Stored data
== Segment start ==

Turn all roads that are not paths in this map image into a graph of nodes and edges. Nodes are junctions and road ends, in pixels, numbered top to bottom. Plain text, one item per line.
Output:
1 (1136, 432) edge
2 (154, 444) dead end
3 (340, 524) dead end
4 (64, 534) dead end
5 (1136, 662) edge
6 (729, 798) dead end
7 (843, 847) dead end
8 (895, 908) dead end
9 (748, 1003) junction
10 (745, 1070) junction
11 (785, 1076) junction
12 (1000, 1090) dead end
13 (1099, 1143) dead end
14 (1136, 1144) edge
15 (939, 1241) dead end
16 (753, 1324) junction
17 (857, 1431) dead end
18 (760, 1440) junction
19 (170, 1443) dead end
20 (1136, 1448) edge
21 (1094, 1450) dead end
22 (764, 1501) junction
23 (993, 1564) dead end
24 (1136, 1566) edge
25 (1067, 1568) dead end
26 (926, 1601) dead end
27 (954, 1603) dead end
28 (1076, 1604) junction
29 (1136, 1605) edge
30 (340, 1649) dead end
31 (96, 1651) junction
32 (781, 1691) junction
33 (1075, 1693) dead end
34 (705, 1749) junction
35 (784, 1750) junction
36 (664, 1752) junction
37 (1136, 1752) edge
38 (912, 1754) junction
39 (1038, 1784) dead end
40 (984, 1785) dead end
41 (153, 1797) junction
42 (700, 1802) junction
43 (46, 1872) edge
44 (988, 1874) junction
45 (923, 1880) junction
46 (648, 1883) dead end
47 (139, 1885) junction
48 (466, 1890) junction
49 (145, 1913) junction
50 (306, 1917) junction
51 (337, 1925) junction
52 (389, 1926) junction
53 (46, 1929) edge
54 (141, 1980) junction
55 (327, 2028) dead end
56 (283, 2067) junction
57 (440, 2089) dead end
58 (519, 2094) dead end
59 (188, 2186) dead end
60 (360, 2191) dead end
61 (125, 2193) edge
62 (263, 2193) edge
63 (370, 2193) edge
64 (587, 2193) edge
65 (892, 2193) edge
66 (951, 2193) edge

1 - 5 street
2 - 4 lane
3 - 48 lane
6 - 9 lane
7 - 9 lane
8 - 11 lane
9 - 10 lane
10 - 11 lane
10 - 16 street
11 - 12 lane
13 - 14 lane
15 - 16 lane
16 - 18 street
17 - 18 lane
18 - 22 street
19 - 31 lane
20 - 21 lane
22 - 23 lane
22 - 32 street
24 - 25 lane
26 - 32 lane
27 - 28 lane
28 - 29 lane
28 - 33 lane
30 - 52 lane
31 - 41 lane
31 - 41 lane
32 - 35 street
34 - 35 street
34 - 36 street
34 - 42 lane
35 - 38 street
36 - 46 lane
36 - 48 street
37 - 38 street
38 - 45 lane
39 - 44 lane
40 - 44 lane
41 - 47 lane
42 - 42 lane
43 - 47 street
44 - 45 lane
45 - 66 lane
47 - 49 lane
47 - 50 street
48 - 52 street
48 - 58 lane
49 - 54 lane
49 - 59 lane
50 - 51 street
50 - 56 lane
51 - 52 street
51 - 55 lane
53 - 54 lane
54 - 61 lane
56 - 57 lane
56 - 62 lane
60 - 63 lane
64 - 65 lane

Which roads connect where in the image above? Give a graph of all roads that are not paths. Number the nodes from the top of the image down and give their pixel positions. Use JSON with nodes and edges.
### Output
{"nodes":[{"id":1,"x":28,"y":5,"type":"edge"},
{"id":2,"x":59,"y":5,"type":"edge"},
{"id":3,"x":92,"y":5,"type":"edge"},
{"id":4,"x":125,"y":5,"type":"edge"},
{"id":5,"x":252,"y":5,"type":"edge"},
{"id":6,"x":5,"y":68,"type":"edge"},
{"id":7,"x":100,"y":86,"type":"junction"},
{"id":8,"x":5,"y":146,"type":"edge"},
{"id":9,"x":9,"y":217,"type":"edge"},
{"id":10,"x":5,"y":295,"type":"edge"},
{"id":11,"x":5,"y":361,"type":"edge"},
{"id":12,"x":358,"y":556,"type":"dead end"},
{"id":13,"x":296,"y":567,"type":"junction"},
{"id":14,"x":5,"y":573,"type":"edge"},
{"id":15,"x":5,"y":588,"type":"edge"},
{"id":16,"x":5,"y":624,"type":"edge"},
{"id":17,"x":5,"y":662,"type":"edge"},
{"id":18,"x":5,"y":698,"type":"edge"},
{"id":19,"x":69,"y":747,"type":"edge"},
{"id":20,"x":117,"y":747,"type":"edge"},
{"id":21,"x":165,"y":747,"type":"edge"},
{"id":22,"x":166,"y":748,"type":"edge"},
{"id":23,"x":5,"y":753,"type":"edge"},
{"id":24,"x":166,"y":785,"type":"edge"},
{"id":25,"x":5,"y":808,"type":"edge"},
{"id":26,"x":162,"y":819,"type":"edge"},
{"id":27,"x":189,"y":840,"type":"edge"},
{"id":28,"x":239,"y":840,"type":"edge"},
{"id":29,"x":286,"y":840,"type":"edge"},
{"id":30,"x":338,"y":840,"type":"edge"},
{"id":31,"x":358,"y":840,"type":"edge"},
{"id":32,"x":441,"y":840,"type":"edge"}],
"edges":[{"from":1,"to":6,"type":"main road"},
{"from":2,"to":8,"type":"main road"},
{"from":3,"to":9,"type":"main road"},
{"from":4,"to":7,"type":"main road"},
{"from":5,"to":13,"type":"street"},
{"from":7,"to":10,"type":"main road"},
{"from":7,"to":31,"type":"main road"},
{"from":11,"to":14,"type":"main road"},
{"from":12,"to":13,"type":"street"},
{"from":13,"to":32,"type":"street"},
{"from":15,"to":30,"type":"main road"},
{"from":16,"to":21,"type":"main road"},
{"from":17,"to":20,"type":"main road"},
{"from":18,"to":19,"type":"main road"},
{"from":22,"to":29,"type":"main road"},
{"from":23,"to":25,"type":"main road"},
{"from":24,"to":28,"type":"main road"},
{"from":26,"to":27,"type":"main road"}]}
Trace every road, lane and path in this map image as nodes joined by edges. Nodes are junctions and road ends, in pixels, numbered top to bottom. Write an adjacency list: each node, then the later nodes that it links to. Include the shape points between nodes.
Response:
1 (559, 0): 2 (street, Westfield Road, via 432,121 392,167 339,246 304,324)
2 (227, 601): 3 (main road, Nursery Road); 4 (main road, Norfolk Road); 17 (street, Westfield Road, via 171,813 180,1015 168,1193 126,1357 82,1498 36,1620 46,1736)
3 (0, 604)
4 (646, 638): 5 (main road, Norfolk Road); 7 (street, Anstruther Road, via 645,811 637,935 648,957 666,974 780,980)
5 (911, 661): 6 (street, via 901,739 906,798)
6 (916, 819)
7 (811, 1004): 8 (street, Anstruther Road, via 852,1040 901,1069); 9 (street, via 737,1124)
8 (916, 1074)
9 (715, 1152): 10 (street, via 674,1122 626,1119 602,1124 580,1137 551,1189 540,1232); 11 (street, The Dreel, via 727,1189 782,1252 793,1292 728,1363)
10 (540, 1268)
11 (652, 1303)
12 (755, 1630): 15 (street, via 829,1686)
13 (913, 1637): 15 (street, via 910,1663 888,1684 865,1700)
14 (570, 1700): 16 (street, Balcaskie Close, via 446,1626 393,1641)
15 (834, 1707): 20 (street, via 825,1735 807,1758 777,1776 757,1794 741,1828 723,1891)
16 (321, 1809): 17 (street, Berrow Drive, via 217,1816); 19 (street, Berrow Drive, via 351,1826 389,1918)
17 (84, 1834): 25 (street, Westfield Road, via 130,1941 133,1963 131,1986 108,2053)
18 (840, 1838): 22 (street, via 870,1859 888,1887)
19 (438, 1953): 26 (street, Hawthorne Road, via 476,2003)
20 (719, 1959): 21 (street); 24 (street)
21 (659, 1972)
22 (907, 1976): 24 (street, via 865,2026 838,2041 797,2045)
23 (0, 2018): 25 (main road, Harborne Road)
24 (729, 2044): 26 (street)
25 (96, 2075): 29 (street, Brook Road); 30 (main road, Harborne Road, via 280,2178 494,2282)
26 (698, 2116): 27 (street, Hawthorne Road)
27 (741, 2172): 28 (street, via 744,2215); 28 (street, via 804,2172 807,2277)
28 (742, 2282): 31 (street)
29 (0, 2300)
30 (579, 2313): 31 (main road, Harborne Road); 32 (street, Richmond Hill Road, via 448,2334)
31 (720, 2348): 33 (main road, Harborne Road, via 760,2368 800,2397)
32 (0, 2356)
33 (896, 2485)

== Segment end ==

> _EXERCISE INSTRUCTIONS_:
A single number is the whole answer: how many lines of the records contain the word "Hawthorne".

> _EXERCISE RESULT_:
2